1. Töre, Türk örf ve geleneklerinin kesin hükümleri birliğidir. Orhun kitabelerinde töresiz bir devlet veya topluluk olamayacağı belirtilmiştir. Bundan hareketle eski Türklerde kanunsuz veya hükümdarın şahsî iradesine bağlı bir yönetim şekli olmamıştır. Dolayısıyla kağanlar emirlerini, yargıçlar kararlarını töreye göre vermişlerdir. Yani halk doğrudan doğruya törenin himayesindedir. Bozkırlarda fiilen yaşanan hayatın zamanla hukukî-sosyal değer kazanmış davranışlarını ihtiva eden ve genellikle kanun mânâsına alınan töre (törü) , eski Türk sosyal hayatını düzenleyen mecburî normlar bütünüdür. Bu bütün, yani kanunlar, millîdir. Türklerde töre kanun mânâsına gelmekle birlikte, onunla sınırlı değildir. Çünkü yazılmış kanunlarla, yazılmamış teamüller de törenin içindedir. Hattâ, hukukî töreden başka dinî, ve ahlâkî töreler de vardır. Dolayısıyla, Türk töresi, eski Türklere atalarından kalan bütün kaidelerin toplamı demektir. Töre, ahlâkî, sosyal, siyasî birçok prensip koymuş, müesseseler kurmuş, insanlığa kendi hakikatlerini bildirmek ve onları sükûnetle refah içinde yaşatmak maksadıyla devlet gibi insanlığa en büyük faydayı getiren yüksek bir merkez müessese vücûda getirmiştir. Yani törenin devleti de, insanı kendi hakîkatine götürmek maksadının bir vasıtasıdır. Bu bakımdan töre büyük bir ihtimalle eski Türk dininin adıdır.

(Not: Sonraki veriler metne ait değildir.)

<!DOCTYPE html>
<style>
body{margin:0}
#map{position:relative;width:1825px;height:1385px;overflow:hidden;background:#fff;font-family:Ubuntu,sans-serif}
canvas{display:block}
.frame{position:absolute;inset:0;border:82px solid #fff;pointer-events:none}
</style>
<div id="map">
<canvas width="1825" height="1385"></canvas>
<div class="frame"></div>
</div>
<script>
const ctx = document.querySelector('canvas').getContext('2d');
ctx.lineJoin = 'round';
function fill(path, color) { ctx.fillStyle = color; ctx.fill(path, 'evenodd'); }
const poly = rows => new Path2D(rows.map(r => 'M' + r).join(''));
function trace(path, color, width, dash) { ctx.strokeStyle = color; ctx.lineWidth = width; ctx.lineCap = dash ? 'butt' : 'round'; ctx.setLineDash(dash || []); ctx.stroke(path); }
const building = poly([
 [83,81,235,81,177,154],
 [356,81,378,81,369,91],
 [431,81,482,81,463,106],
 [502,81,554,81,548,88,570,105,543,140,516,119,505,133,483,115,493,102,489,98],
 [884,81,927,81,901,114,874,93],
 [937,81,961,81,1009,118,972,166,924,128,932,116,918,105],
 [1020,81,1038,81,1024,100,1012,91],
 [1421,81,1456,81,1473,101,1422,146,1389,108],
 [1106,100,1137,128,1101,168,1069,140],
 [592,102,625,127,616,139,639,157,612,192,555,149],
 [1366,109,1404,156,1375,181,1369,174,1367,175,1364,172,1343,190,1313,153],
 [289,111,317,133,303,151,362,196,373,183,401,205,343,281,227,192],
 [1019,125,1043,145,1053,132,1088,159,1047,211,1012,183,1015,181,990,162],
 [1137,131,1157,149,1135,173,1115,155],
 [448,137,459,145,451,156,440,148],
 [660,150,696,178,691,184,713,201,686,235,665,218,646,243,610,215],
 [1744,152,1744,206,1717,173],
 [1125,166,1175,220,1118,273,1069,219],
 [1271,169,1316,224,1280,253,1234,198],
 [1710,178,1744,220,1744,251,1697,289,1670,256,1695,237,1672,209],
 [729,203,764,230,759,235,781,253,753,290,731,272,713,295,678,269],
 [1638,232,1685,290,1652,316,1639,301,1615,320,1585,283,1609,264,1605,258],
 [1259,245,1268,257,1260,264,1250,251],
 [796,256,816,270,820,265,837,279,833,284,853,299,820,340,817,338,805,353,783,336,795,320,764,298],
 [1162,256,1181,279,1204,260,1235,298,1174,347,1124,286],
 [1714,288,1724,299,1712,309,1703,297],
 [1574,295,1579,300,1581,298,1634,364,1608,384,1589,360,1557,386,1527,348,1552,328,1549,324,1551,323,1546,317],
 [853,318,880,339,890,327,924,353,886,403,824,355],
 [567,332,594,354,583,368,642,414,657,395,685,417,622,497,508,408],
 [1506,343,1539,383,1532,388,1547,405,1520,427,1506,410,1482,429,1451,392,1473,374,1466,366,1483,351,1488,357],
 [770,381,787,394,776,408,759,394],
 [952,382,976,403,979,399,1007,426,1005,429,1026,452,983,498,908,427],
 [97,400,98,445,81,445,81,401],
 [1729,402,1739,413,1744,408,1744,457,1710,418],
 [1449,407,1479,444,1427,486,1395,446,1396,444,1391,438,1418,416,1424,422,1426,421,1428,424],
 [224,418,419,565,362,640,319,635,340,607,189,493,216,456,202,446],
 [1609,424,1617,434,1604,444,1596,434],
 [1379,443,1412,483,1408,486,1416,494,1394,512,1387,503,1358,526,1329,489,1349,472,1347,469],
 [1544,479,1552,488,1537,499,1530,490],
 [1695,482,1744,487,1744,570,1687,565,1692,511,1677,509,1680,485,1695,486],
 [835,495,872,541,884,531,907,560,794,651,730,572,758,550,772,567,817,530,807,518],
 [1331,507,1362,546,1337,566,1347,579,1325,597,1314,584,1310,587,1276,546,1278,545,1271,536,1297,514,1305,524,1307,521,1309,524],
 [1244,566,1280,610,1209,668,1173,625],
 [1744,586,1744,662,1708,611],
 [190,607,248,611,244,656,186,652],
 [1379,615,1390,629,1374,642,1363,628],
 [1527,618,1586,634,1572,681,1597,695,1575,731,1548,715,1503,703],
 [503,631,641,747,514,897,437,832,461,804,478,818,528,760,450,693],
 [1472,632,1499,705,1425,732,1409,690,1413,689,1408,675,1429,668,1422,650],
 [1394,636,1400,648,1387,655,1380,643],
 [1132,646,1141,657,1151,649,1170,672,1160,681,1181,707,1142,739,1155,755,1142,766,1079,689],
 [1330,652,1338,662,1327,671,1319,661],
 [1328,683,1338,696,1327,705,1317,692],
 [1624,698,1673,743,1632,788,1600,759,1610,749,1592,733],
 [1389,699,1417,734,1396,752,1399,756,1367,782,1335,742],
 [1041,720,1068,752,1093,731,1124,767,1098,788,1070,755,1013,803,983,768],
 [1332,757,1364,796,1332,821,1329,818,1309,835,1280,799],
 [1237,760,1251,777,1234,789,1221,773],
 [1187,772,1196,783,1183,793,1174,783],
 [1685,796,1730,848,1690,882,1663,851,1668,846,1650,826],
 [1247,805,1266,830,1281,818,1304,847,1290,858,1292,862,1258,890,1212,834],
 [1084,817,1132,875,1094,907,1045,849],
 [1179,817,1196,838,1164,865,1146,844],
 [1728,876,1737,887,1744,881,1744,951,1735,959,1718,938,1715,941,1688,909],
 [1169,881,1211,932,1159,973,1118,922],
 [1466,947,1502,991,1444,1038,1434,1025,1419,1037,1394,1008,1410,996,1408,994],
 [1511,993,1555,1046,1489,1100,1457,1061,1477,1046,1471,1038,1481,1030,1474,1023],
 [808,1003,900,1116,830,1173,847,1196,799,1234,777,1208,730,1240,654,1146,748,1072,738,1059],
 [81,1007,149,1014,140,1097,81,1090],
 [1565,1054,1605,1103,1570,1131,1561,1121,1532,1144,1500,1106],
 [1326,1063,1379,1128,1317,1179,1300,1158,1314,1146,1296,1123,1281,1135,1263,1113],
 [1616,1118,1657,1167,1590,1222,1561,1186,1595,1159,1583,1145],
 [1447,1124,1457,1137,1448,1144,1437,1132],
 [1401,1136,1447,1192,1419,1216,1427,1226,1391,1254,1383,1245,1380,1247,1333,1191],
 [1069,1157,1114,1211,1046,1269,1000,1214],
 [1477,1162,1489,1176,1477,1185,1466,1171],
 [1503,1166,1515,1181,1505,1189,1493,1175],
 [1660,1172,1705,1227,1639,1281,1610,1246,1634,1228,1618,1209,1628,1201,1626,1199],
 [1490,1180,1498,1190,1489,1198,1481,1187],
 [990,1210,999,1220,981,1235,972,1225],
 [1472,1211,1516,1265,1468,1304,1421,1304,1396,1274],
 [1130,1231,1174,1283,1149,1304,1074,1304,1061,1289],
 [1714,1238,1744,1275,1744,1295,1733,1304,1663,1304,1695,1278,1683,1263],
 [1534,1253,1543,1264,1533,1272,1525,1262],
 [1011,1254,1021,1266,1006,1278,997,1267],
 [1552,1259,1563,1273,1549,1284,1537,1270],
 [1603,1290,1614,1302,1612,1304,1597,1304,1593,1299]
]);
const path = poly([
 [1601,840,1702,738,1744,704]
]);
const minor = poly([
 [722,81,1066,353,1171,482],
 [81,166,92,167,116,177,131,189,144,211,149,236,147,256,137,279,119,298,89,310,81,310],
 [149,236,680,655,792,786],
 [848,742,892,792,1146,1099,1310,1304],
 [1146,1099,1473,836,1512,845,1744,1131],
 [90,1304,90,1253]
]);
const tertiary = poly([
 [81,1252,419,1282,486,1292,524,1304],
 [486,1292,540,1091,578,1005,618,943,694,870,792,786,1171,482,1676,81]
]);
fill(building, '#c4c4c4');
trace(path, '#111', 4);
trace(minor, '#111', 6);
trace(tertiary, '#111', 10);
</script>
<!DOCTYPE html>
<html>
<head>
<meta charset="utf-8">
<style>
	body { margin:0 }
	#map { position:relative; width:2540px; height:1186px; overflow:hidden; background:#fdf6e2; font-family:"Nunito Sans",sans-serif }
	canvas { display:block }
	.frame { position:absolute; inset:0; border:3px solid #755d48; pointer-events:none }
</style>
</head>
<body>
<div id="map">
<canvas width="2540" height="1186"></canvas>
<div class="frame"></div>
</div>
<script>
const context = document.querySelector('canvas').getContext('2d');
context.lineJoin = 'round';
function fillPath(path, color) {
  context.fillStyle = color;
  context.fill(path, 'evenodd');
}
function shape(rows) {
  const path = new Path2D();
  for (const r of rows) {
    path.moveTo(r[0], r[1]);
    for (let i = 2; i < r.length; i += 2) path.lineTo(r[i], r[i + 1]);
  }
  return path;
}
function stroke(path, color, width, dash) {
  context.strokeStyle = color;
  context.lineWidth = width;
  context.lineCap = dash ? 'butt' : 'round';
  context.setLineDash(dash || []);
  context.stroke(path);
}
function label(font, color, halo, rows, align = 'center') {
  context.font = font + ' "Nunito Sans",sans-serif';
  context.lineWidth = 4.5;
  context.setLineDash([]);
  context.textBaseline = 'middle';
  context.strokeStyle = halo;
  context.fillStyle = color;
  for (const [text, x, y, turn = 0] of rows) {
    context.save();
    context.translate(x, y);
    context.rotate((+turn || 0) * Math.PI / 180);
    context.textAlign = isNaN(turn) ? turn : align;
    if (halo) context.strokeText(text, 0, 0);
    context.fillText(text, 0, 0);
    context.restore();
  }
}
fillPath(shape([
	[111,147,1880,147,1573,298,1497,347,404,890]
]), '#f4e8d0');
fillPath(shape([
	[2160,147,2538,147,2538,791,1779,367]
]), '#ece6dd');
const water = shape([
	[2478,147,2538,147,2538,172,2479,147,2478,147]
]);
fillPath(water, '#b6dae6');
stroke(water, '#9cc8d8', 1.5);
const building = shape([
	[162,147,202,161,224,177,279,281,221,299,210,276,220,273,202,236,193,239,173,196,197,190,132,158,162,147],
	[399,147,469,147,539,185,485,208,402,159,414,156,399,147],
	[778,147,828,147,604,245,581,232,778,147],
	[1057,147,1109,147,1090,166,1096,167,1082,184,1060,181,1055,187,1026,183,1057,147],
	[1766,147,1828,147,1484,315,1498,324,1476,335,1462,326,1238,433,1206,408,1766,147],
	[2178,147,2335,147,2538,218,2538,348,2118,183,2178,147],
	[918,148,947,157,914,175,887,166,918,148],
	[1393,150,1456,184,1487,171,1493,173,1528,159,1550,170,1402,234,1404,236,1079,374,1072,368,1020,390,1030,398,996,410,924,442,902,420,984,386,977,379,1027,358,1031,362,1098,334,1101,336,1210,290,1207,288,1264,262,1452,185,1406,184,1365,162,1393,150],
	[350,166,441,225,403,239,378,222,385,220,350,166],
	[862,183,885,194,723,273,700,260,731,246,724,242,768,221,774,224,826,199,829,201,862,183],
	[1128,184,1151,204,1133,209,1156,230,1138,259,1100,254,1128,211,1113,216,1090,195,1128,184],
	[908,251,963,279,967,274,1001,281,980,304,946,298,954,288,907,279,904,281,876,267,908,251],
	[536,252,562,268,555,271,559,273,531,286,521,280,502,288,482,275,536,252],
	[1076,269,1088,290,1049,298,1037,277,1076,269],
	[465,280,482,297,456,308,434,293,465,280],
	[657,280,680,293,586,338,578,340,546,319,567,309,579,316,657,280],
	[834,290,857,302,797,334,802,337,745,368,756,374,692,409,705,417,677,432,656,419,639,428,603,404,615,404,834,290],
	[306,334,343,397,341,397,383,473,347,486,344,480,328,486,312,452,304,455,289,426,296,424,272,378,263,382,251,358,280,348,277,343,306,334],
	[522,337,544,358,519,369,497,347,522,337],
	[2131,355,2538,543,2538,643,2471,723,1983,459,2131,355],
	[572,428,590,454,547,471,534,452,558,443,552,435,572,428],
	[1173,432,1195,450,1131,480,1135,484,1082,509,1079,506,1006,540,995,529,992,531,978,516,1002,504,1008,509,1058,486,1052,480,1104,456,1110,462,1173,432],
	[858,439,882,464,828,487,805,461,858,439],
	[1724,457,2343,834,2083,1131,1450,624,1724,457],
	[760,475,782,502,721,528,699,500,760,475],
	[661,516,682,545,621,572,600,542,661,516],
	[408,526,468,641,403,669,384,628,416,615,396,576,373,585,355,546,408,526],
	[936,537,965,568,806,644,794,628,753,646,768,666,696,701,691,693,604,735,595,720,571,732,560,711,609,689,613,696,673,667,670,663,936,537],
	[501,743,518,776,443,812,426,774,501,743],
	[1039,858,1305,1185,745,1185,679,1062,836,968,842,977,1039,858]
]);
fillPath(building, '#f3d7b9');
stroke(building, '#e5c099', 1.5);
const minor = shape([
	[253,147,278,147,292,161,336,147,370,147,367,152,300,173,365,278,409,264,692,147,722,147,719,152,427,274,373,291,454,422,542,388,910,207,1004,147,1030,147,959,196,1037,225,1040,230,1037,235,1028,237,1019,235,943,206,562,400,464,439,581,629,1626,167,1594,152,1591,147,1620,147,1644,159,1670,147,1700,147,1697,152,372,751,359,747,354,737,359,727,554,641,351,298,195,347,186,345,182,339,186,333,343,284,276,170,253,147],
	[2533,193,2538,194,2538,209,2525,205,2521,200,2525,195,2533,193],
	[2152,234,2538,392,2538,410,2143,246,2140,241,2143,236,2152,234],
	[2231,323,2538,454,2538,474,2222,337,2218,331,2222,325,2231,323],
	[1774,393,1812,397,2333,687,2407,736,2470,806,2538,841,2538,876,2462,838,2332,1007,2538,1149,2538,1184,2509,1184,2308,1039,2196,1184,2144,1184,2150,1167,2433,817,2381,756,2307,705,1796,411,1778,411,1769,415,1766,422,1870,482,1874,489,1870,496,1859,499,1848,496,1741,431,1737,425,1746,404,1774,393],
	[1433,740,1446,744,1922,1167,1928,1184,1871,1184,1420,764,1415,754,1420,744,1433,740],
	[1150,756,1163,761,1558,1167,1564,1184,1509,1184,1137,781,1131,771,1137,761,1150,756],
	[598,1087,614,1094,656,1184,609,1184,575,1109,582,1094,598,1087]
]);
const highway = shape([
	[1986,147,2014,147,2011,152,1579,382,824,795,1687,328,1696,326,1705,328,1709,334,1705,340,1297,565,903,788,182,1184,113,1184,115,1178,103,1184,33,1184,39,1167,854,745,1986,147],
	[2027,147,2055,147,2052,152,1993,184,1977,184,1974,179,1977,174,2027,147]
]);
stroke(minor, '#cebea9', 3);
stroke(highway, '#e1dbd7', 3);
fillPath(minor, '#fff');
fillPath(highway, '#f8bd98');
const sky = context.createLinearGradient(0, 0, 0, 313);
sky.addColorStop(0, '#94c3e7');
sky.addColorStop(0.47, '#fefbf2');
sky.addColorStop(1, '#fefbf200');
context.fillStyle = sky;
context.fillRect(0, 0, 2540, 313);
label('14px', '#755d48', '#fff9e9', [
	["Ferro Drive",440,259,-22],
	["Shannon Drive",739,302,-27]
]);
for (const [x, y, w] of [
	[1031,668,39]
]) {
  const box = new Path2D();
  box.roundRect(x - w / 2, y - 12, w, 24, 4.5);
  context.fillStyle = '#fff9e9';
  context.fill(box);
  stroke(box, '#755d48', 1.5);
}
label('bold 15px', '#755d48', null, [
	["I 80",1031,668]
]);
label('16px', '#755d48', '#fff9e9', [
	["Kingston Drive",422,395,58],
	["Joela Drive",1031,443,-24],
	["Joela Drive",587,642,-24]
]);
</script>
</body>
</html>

Türk töresi, oldukça sert ve kesin hükümler ihtiva etmiştir. Cezaları ağır olmakla birlikte, töre, Türk cemiyetinin belkemiğini teşkil ettiği için hiç kimse bu cezaları haksız ve adaletsiz görmemiştir. Törenin daima doğru ve adaletli olanı emrettiğini herkes baştan kabul etmiştir. Çünkü töre, milletin yüzlerce yıllık hayat tecrübesinden süzülmüş kaidelerden ibarettir.

Gökalp, töre kelimesinin, Türk kelimesiyle aynı cevherden olabileceğini söylemektedir. Buna göre, Türk kelimesi töreli mânâsına gelebilir.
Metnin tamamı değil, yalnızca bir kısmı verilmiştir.